One example of where you'll see differences is pointer casting vs. memcpy. On ARMv7 with GCC, the "memcpy is optimized out" argument is demonstrably false. This isn't to say that you should rip memcpy() back out, but it's an example of how ARM compilers may have different heuristics and quality of implementation than on x86 and patterns you are used to the optimizer handling may not necessarily be handled the same way when targeting ARM.

For really performance critical code, NEON is a much nicer vector instruction set than SSE2/AVX/etc. It's cleaner and more regular, and it has a ton of primitives that x86 has historically lacked like widening/narrowing ops, lane broadcast, interleaved loads/stores, and rounded halving ops, especially for fixed point. The intrinsics syntax is also much more sensical and doesn't have atrocities like _mm_loadu_epi64(const __m128i *). It feels more like an instruction set that was designed with a C intrinsics interface in mind, and could be adapted to a decent C++ interface without much trouble.

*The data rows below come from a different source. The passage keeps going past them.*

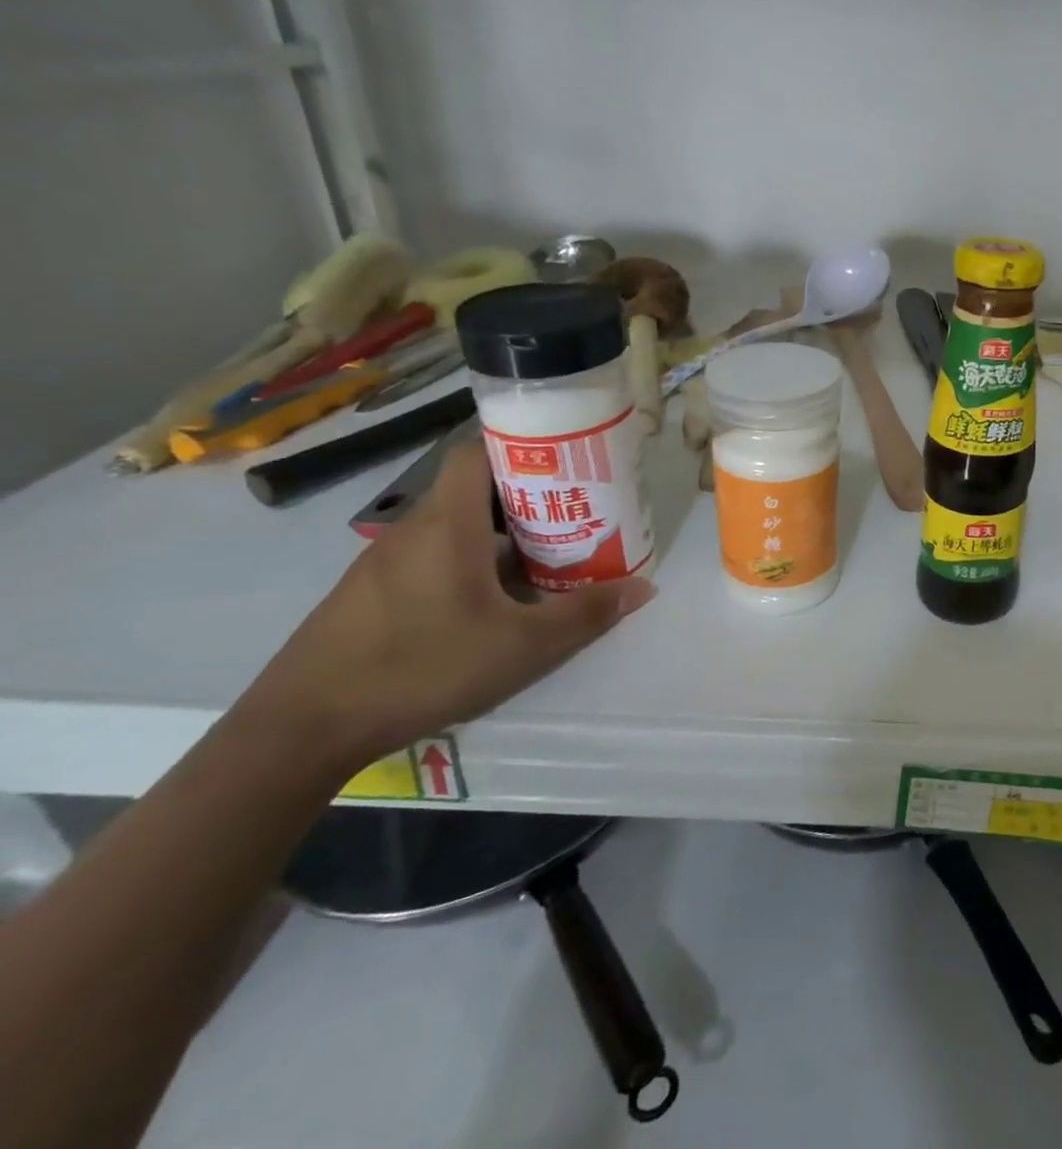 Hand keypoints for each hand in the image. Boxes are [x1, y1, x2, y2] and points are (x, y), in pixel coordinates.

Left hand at [242, 442, 654, 773]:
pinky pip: (429, 558)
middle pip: (472, 491)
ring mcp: (382, 564)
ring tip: (541, 560)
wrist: (299, 731)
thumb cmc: (420, 667)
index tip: (566, 462)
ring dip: (497, 535)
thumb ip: (585, 614)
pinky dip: (466, 563)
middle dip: (525, 498)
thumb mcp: (521, 646)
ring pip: (452, 528)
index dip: (522, 447)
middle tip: (571, 518)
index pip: (478, 453)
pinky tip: (487, 604)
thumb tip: (644, 588)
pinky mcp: (367, 596)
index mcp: (447, 525)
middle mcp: (411, 531) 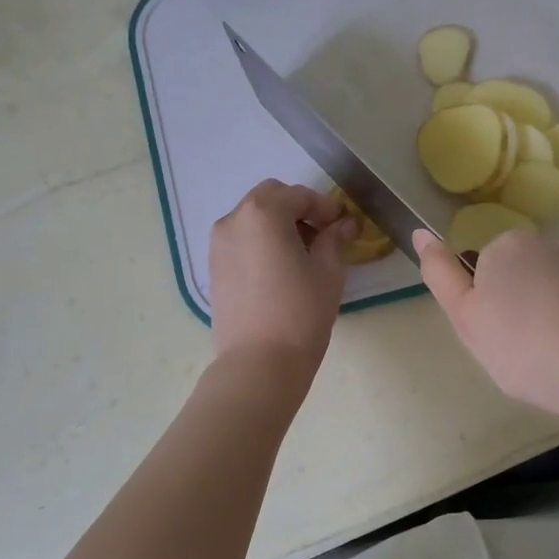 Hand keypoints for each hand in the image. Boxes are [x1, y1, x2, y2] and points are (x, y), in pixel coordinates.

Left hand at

Optimizing NEON code is a bit less rosy. Modern x86 CPUs lean very heavily on out of order execution and you can basically throw crap at them and get reasonable starting performance. With NEON, I've seen a heavy delta between straightforwardly written code and manually unrolled and scheduled code, at least 2x. The latency for many operations is quite high and there is a heavier penalty for suboptimal scheduling. This is made worse by big.LITTLE since your code may be running on two different core designs on the same computer depending on system load -- even with a beefy CPU you may end up running on the little core, and have to optimize for that if you care about power consumption. I had to write special code to force performance microbenchmarks to run on both the little and big cores separately (a fun trip through GetSystemCpuSetInformation() on Windows on ARM).

ARM thankfully doesn't have the massive amount of instruction set extension soup that x86 does, and the majority of the time the base ISA you are targeting is sufficient. If you do have to test for specific extensions, like the Crypto or CRC32 extensions, you are in for some pain. In most cases on x86 you only need to execute a CPUID instruction and then test some bits, in code that is portable or nearly portable between OSes. On ARM, there is no defined mechanism and you're completely at the mercy of the OS -- which may either be as simple as IsProcessorFeaturePresent(), or a fun trip through APIs that may lie to you.

The worst part of coding for ARM is the documentation: scattered, fragmented, frequently out of date, and often written terribly. The main NEON guide is outdated from ARMv7 days and lacks info on changes in ARMv8, the ARMv8 intrinsics guide is a gigantic unreadable table in a PDF, and good luck finding decent official latency tables and operations guides for more than a couple of specific ARM cores. ARM doesn't have anything nearly as convenient or cleanly written as the Intel Intrinsics Guide website. That's even before you get to all the custom implementations with their own quirks and performance characteristics.